PCN is broadcasting the game live statewide at 5:30 p.m.

Think of lawmakers playing ball. Lots of laughs and, because it's them, lots of errors and falling down.

Thankfully, one scheduled player, Rep. Keith Gillespie, R-York County, is a certified EMT/paramedic.

Still, this is a unique opportunity to see people who can't agree on anything playing together for a commendable cause.

"Hunger isn't a partisan issue," says Caryn Long of Feeding Pennsylvania, "and I've been impressed with the number of members who have been willing to help."

About 50 legislators from both parties and both chambers are signed up on east-west teams split not by party but by geography.

Captains are House and Senate leaders: GOP Speaker Sam Smith; Senate Democratic leader Jay Costa; Senate Republican leader Dominic Pileggi; and House Democratic leader Frank Dermody.

Philly lawmakers set to play: Sens. Vincent Hughes and Larry Farnese; freshmen Reps. Ed Neilson and Brian Sims; and Rep. Pam DeLissio, who represents parts of the city and parts of Montco.

A couple of still-in-their-prime athletes are in the lineups:

Sims played football at Bloomsburg University. He was co-captain when the Huskies played for the 2000 NCAA Division II national title (losing to Mississippi's Delta State).

And Rep. Brandon Neuman, D-Washington County, played NCAA Division I-AA football for the Richmond University Spiders - he was a fullback.

Game tickets are just $5, or five nonperishable food items.
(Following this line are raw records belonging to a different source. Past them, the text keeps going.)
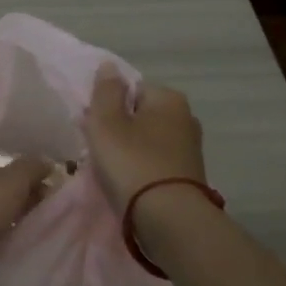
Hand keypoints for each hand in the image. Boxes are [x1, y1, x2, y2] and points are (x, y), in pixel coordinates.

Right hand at [82, 64, 206, 210]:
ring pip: (148, 141)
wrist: (169, 219)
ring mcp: (190, 149)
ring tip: (111, 172)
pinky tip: (129, 185)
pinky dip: (142, 169)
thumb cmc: (133, 163)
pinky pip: (156, 163)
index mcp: (169, 98)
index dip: (108, 106)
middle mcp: (186, 118)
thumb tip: (110, 66)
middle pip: (140, 115)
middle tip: (99, 150)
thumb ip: (106, 91)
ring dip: (129, 151)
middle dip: (119, 129)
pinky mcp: (189, 176)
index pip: (131, 89)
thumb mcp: (107, 122)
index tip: (95, 127)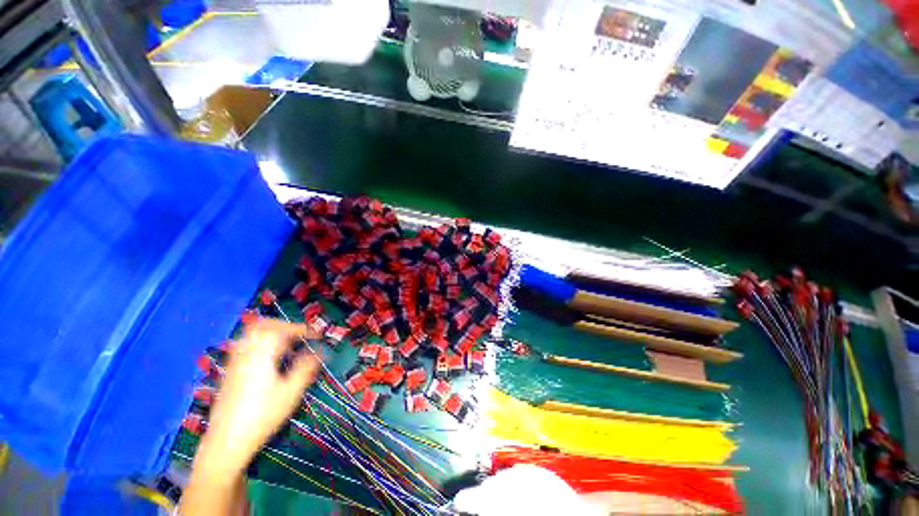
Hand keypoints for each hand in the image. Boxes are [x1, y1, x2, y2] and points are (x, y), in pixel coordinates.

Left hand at [199, 319, 321, 473]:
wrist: (226, 442)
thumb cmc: (262, 416)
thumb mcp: (291, 392)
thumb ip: (307, 367)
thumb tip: (321, 351)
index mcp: (262, 354)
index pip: (282, 330)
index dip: (302, 329)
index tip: (316, 336)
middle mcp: (245, 353)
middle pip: (261, 326)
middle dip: (283, 325)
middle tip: (299, 334)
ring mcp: (234, 363)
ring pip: (250, 335)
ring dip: (270, 333)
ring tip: (286, 344)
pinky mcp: (229, 373)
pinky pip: (244, 346)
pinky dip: (259, 344)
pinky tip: (268, 359)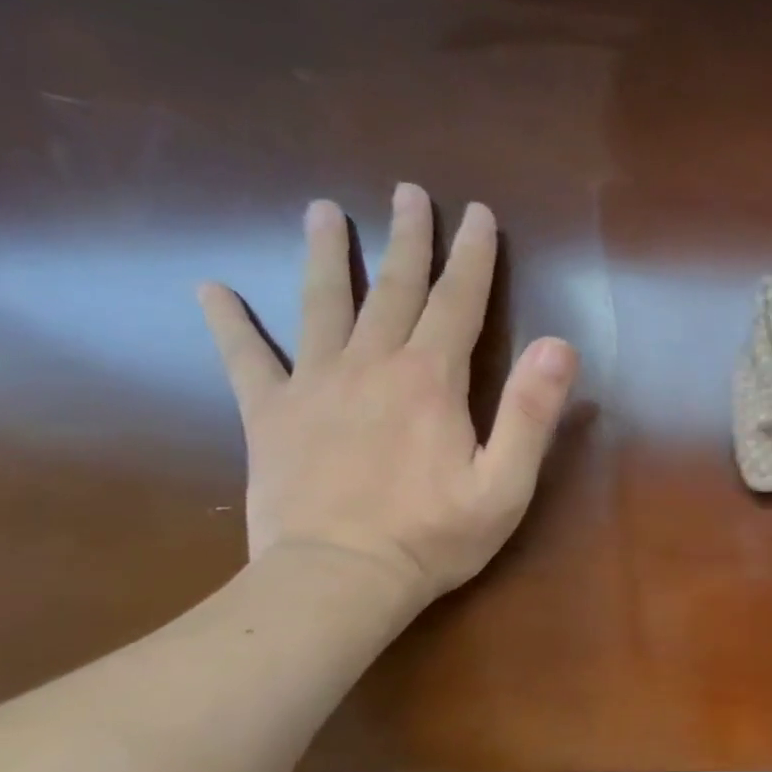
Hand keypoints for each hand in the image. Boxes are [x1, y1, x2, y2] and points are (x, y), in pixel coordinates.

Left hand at [198, 183, 577, 608]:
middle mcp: (372, 365)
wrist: (338, 580)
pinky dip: (228, 322)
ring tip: (322, 211)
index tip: (477, 213)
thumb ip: (531, 412)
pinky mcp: (270, 415)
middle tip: (408, 192)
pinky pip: (245, 358)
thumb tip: (559, 344)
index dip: (473, 256)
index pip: (459, 301)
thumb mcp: (506, 483)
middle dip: (407, 238)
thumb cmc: (435, 535)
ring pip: (321, 305)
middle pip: (394, 288)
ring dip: (326, 255)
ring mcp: (314, 385)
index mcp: (432, 379)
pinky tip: (212, 289)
The stadium, on City Island along the Susquehanna River within view of the Capitol, is routinely listed among the best minor-league parks in America. It was used in the 1994 film "Major League II," starring Charlie Sheen.

Donated food and beer will be sold at the game. The beer's from Pennsylvania's "Billionaire Brewer," Dick Yuengling.

(The fifth-generation Pottsville brewmeister denied that he's a billionaire at a Pennsylvania Press Club luncheon in August. Earlier this month, Forbes put his net worth at $1.4 billion.)

Philly and Pittsburgh pro teams gave raffle items.

The Phillies, for example, donated a team cap signed by outfielder John Mayberry Jr. and two baseballs signed by pitcher Cole Hamels; the Eagles donated a football signed by receiver Jason Avant.

Organizers already raised more than $55,000.

I don't always say nice things about our lawmakers (or anyone else, for that matter), but today's an exception.

Congrats to all involved for getting something positive done in the Capital City - where positive usually strikes out, and where getting things done is no walk in the park.